Michael Murphy  /  University of Cambridge
The light from distant quasars passes through intervening gas clouds. Different atoms in the gas absorb light at specific wavelengths. By comparing these quasar absorption lines to those on Earth, researchers can test whether certain constants of nature really are constant.
updated 7/11/2006 2:28:12 PM ET 2006-07-11T18:28:12

Public confidence in the "constants" of nature may be at an all time low.

Recent research has found evidence that the value of certain fundamental parameters, such as the speed of light or the invisible glue that holds nuclei together, may have been different in the past.

"There is absolutely no reason these constants should be constant," says astronomer Michael Murphy of the University of Cambridge. "These are famous numbers in physics, but we have no real reason for why they are what they are."

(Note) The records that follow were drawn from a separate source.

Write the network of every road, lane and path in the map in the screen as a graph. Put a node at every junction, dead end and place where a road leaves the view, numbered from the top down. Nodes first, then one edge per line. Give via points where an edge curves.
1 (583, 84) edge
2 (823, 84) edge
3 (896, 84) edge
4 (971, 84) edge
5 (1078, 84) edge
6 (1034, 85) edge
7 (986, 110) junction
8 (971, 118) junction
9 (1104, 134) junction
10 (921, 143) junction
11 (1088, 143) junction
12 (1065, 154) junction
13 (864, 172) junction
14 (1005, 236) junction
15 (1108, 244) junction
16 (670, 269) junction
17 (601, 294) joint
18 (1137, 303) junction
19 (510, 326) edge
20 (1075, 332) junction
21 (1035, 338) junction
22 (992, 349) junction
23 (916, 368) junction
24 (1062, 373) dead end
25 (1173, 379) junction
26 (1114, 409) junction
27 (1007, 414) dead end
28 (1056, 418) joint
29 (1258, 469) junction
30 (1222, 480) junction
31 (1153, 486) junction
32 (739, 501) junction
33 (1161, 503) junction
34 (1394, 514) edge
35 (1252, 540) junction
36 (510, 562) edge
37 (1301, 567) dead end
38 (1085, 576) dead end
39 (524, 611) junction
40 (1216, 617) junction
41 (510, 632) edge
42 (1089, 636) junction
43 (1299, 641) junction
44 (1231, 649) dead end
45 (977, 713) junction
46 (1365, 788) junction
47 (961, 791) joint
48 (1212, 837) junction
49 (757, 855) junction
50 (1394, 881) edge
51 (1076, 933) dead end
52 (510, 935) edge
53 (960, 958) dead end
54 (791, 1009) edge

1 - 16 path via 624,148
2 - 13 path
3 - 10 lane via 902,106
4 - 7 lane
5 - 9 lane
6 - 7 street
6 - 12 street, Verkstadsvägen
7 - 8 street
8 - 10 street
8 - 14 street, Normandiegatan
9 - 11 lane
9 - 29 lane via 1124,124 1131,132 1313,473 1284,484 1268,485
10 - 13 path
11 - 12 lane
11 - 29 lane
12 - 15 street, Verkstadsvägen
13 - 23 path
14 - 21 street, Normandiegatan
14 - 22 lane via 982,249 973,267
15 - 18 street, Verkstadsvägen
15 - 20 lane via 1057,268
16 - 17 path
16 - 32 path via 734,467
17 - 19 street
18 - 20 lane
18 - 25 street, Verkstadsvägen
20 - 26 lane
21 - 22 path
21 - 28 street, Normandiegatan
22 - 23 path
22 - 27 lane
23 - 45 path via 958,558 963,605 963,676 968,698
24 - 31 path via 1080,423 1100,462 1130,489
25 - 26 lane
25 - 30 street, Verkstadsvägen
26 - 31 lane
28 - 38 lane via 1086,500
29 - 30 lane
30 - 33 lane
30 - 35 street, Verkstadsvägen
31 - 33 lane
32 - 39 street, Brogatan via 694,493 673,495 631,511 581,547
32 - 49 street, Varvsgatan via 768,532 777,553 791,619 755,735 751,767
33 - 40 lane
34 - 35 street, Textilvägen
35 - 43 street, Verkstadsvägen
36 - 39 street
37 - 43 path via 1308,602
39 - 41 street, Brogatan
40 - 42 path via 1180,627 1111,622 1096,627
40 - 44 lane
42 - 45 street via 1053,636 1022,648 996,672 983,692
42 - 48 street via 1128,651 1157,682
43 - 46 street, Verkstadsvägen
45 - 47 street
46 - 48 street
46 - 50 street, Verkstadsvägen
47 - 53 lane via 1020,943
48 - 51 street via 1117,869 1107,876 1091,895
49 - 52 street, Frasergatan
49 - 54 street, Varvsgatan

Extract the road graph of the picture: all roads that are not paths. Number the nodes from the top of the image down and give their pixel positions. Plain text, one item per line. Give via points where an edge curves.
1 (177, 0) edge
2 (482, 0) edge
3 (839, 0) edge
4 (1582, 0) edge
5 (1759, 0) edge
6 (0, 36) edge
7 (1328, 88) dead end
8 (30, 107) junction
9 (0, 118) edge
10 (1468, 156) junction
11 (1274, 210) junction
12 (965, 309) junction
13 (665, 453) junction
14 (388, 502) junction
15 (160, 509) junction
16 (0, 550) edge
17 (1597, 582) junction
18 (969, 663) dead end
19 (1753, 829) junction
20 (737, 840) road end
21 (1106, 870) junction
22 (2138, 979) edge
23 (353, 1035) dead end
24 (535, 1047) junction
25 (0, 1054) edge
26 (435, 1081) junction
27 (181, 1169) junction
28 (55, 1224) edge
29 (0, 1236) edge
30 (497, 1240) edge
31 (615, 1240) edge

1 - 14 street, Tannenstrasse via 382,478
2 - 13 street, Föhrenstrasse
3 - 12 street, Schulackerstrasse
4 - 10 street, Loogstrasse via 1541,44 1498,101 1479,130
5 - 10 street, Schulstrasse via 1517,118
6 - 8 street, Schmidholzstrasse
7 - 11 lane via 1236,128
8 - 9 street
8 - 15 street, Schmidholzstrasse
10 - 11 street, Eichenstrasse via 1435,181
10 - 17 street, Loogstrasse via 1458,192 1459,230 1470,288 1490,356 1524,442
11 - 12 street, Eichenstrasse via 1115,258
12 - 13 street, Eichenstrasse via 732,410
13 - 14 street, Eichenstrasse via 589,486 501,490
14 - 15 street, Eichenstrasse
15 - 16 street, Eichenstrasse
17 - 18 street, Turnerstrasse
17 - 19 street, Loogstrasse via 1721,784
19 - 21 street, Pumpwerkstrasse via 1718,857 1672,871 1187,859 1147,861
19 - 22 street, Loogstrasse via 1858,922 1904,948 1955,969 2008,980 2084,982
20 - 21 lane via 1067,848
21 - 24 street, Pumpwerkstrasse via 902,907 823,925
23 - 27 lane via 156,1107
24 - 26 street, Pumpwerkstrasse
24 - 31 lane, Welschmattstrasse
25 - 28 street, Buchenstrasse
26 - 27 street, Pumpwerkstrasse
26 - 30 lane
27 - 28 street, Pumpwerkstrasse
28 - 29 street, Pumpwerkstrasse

The observed differences are small — roughly a few parts in a million — but the implications are huge: The laws of physics would have to be rewritten, not to mention we might need to make room for six more spatial dimensions than the three that we are used to.

Lines of evidence
The evidence for varying constants focuses primarily on quasar studies.

Quasars are extremely luminous objects, powered by giant black holes. Some of them are so far away that their light was emitted 12 billion years ago.

Astronomers study the spectra of this ancient light to determine if the early universe was different than now. Specifically, they look at absorption lines, which are due to gas clouds between us and the quasars.

The lines reveal exactly what is in the clouds, since each type of atom has a "fingerprint" — a set of specific frequencies at which it absorbs.

In 1999, Murphy and his colleagues found the first convincing evidence that these fingerprints change with time. Using data from the Keck observatory in Hawaii, they detected a frequency difference between billion-year-old quasar lines and the corresponding lines measured on Earth.

Some of these Earth-bound lines were not well characterized, so Murphy and others recently performed careful lab experiments to confirm that there is indeed a shift in the quasar spectra. A spectra is basically light split into its component frequencies, much like when white light goes through a prism to produce a rainbow.

What's in a constant
Because the frequencies of absorption lines depend on various parameters, the quasar observations are sometimes interpreted as indicating that light was faster in the past, or that the electron had a weaker charge.  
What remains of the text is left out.